HP expert: Tweaking your data center design is the quickest thing you can do to help energy efficiency, setting the stage for future investments.
Written by Heather Clancy, Contributor on

Riddle me this: What's the easiest thing you can do to improve energy efficiency in your data center?

Answer: Turn up the heat.

That's the opinion of John Bennett, worldwide lead for data center transformation solutions with IT giant Hewlett-Packard. That comes through actions such as rationalizing hot and cold aisle placement, optimizing airflow, investing in thermal zone mapping and simply letting the thermostat run a little higher. "Anyone walking into a data center should break a sweat, not have to wear a jacket," Bennett says.

This mean seem like an incredibly simplistic and potentially controversial suggestion, but as data center operators face very electricity supply and real estate constraints, the design of data centers is becoming all the more important. Sure, virtualization and consolidation projects will naturally open up space and take physical servers out of the mix, but they may not generate anticipated energy efficiency savings if placement isn't also addressed, Bennett says.
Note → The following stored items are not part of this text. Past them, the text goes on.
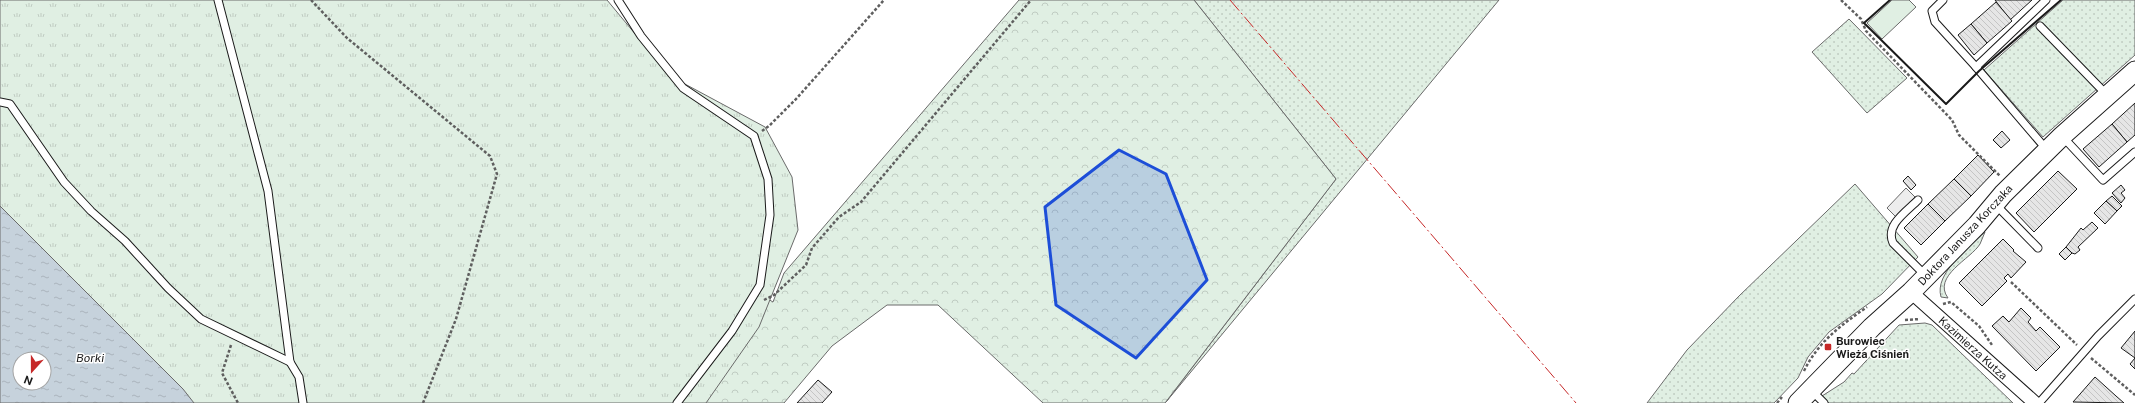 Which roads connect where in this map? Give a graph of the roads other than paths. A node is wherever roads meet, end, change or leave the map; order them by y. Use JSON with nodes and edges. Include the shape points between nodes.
{"nodes":[{"id":1,"x":218,"y":0,"type":"edge"},
{"id":2,"x":618,"y":0,"type":"edge"},
{"id":3,"x":1943,"y":0,"type":"edge"},
{"id":4,"x":2046,"y":0,"type":"edge"},
{"id":5,"x":2040,"y":26,"type":"dead end"},
{"id":6,"x":1976,"y":67,"type":"junction"},
{"id":7,"x":2135,"y":71,"type":"edge"},
{"id":8,"x":2107,"y":95,"type":"junction"},
{"id":9,"x":0,"y":102,"type":"edge"},
{"id":10,"x":2062,"y":136,"type":"junction"},
{"id":11,"x":2048,"y":150,"type":"junction"},
{"id":12,"x":2135,"y":152,"type":"edge"},
{"id":13,"x":1918,"y":200,"type":"dead end"},
{"id":14,"x":1995,"y":203,"type":"junction"},
{"id":15,"x":2038,"y":248,"type":"dead end"},
{"id":16,"x":1927,"y":276,"type":"junction"},
{"id":17,"x":1911,"y":292,"type":"junction"},
{"id":18,"x":2135,"y":299,"type":"edge"},
{"id":19,"x":290,"y":362,"type":"junction"},
{"id":20,"x":1799,"y":391,"type":"edge"},
{"id":21,"x":303,"y":403,"type":"edge"},
{"id":22,"x":677,"y":403,"type":"edge"},
{"id":23,"x":1824,"y":403,"type":"edge"},
{"id":24,"x":2035,"y":403,"type":"edge"},
{"id":25,"x":2039,"y":403,"type":"edge"}],
"edges":[{"from":1,"to":19,"type":"lane","via":[[268,191]]},
{"from":2,"to":22,"type":"lane","via":[[641,36],[683,88],[754,136],[768,179],[770,215],[760,285],[732,331]]},
{"from":3,"to":6,"type":"lane","via":[[1932,11],[1935,22]]},
{"from":4,"to":6,"type":"lane"},
{"from":5,"to":8,"type":"lane"},
{"from":6,"to":11,"type":"lane"},
{"from":7,"to":8,"type":"street","name":"Doktora Janusza Korczaka"},
{"from":8,"to":10,"type":"street","name":"Doktora Janusza Korczaka"},
{"from":9,"to":19,"type":"lane","via":[[10,104],[64,182],[201,318]]},
{"from":10,"to":11,"type":"street","name":"Doktora Janusza Korczaka"},
{"from":10,"to":12,"type":"lane","via":[[2103,180]]},
{"from":11,"to":14,"type":"street","name":"Doktora Janusza Korczaka"},
{"from":13,"to":16,"type":"lane","via":[[1897,220],[1891,230],[1891,237],[1893,243]]},
{"from":14,"to":15,"type":"lane"},
{"from":14,"to":16,"type":"street","name":"Doktora Janusza Korczaka"},
{"from":16,"to":17,"type":"street","name":"Doktora Janusza Korczaka"},
{"from":17,"to":20,"type":"street","name":"Doktora Janusza Korczaka"},
{"from":17,"to":24,"type":"street","name":"Kazimierza Kutza"},
{"from":18,"to":25,"type":"lane"},
{"from":19,"to":21,"type":"lane","via":[[299,377]]},
{"from":20,"to":23,"type":"lane"}]}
For one thing, they will be running at higher utilization, which might not affect the server hardware but WILL affect storage infrastructure.

Accelerating refresh cycles may also help, since many servers that are less than three years old are naturally more "green" than their older brothers and sisters. Best to handle energy efficiency initiatives budget cycle, by budget cycle.

"It may be advantageous to get rid over your technology more quickly. Data centers built even five years ago were not built with these sensibilities in mind," he says.

By breaking energy efficiency projects into bite-sized chunks, IT managers can emphasize the green (as in money savings) part of green IT, which will help fund future progress.